Just don’t hold your breath, Mrs. Ambition, because we may never make that call, and that’s okay, too. I mean, am I in the business of nurturing souls or not? Because if I am, then that’s all I ever have to do with my life. Repeat after me: Raising children and nurturing their souls for Christ is all you ever have to do with your life. (This goes for you too, Mom Who’s Reading My Blog.) Zip, nada, nothing more. You got it? It’s time to stop worrying about all this extraneous rubbish and accept that being “just” a mom is enough. More than enough.
In her book Raising Up Mommy: Virtues for Difficult Mothering Moments, Heidi Hess Saxton reminds us that humility is the perfect antidote for pride. What’s more, “hiddeness” is the feminine face of humility.
What exactly is hiddennes? It’s a life “Of detachment. Of relinquishment. Of humility. It is the way of the cross, the way of self-donation,” Heidi writes.
It’s a life out of the limelight that no one may ever notice – not now anyway. I may not contribute to the GDP, have a best-selling novel, professional accolades, or invitations to speak, guest blog, and/or inspire. But I do have the chance to nurture souls for eternity. That’s powerful stuff. Raising children, concentrating on my most important “works in progress” may not garner me much attention now, but just think of the accolades I just might receive in heaven!
Alice Von Hildebrand perhaps says it best in her compelling book The Privilege of Being a Woman when she writes:
- “All human accomplishments will be reduced to a pile of ashes.
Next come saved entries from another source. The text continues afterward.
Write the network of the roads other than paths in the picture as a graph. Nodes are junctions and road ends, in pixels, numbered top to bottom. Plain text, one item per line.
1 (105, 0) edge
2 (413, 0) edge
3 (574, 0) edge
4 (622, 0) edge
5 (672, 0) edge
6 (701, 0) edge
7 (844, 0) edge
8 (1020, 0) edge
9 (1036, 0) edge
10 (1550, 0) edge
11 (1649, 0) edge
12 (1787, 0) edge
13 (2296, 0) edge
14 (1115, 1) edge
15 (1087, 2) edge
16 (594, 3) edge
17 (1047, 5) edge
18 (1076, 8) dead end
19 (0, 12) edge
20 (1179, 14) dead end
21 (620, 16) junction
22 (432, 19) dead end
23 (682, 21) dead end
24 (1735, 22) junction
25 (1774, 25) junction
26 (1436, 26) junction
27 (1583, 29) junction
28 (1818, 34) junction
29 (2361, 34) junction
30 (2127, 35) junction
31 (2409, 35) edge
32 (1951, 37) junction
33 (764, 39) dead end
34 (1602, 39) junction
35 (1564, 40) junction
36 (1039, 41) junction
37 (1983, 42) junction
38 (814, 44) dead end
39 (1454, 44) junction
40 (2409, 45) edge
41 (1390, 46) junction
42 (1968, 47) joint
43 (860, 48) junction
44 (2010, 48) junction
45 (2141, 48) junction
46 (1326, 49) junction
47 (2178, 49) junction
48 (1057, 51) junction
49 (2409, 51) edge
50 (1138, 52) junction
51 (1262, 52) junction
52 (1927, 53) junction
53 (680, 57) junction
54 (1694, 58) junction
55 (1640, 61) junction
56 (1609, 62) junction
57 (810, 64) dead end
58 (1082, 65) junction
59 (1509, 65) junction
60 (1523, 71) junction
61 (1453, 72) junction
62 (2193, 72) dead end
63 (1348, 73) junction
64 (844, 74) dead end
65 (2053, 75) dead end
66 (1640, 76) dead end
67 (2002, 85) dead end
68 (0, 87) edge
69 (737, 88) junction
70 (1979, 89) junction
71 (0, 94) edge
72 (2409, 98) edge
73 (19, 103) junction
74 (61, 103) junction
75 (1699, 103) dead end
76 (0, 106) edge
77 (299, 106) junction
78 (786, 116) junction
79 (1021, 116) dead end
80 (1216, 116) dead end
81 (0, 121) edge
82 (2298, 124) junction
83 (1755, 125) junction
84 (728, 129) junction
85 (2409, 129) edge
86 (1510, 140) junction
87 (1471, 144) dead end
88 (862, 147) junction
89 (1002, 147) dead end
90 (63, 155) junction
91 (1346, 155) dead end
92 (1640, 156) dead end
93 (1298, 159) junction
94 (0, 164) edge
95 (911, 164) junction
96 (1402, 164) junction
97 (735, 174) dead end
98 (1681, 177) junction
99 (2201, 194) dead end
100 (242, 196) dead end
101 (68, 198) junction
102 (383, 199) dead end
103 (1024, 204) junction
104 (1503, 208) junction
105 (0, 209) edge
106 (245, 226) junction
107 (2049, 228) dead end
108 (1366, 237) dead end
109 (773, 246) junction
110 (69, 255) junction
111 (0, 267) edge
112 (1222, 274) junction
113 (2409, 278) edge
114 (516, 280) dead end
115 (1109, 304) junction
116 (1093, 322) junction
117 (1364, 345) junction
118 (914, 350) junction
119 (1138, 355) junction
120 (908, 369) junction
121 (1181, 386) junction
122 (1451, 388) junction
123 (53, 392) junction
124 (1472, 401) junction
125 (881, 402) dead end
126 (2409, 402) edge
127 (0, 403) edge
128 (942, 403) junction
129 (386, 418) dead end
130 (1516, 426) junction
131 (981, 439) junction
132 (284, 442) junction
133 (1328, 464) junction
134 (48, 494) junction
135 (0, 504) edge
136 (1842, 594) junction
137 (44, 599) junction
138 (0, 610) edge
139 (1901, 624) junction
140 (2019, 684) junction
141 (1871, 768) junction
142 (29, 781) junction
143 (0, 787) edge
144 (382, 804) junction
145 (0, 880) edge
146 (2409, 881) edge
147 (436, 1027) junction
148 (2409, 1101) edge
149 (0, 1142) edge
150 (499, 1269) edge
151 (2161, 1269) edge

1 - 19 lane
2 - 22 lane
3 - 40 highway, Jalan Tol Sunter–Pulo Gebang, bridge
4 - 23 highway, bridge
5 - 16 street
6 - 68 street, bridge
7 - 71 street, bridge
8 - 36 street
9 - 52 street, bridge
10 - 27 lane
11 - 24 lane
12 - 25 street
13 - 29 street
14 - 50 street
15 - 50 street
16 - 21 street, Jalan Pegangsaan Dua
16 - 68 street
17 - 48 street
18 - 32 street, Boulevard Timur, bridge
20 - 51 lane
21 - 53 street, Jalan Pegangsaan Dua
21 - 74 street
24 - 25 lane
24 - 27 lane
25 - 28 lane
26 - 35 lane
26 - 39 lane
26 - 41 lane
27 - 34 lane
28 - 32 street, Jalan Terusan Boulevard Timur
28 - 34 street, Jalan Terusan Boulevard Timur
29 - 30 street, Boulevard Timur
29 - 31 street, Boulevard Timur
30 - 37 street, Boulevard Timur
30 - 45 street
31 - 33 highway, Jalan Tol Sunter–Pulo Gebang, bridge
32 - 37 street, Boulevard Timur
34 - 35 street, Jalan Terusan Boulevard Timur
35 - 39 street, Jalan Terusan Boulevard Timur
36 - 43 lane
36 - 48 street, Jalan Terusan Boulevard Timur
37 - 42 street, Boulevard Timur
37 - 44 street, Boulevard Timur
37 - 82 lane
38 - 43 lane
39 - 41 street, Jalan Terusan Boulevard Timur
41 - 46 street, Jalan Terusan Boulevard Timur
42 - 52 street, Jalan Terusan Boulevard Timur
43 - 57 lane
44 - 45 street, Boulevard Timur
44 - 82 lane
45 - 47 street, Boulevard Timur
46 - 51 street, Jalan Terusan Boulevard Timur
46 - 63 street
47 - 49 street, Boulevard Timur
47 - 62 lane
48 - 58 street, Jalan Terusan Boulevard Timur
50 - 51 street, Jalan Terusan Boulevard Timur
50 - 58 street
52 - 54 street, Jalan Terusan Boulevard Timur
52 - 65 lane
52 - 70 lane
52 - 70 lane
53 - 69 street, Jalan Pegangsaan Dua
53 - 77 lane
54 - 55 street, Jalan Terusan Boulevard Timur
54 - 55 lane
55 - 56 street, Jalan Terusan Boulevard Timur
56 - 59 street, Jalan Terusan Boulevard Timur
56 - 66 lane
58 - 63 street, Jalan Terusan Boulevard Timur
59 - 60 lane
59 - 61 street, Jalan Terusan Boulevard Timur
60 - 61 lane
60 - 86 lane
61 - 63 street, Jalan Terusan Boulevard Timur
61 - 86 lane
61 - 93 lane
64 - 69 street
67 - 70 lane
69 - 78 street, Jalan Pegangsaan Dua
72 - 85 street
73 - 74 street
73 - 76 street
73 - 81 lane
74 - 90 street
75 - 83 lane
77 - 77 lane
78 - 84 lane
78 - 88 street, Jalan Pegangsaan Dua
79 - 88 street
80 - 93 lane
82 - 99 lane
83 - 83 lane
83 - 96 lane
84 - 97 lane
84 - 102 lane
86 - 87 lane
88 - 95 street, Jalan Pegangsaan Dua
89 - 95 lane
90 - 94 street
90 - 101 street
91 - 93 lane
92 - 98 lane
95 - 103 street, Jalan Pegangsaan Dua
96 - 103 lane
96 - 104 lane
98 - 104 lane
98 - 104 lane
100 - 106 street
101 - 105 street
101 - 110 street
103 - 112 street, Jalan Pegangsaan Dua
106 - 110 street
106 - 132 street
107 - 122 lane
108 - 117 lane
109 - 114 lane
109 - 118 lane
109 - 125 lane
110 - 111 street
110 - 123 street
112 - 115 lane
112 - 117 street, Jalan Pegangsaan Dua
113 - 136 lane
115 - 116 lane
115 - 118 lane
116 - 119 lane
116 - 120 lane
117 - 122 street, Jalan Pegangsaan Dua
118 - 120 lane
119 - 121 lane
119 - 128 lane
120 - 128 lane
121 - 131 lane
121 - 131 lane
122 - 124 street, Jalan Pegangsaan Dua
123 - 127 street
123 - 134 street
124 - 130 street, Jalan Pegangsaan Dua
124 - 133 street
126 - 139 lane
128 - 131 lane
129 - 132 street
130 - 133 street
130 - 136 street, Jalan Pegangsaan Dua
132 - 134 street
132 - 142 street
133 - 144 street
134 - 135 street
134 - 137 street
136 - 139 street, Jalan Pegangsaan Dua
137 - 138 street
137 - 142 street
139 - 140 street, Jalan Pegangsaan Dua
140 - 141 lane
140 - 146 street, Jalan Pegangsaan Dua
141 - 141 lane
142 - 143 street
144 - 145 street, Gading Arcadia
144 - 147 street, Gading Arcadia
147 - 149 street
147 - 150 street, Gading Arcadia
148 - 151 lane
But every single child to whom a woman has given birth will live forever, for he has been given an immortal soul made to God’s image and likeness. In this light, the assertion…that ‘women produce nothing’ becomes particularly ludicrous.”
Thank you, God, for the precious “goods” you’ve helped me to produce so far. Help me to remember that being their mother and being a wife to my husband is always, always enough.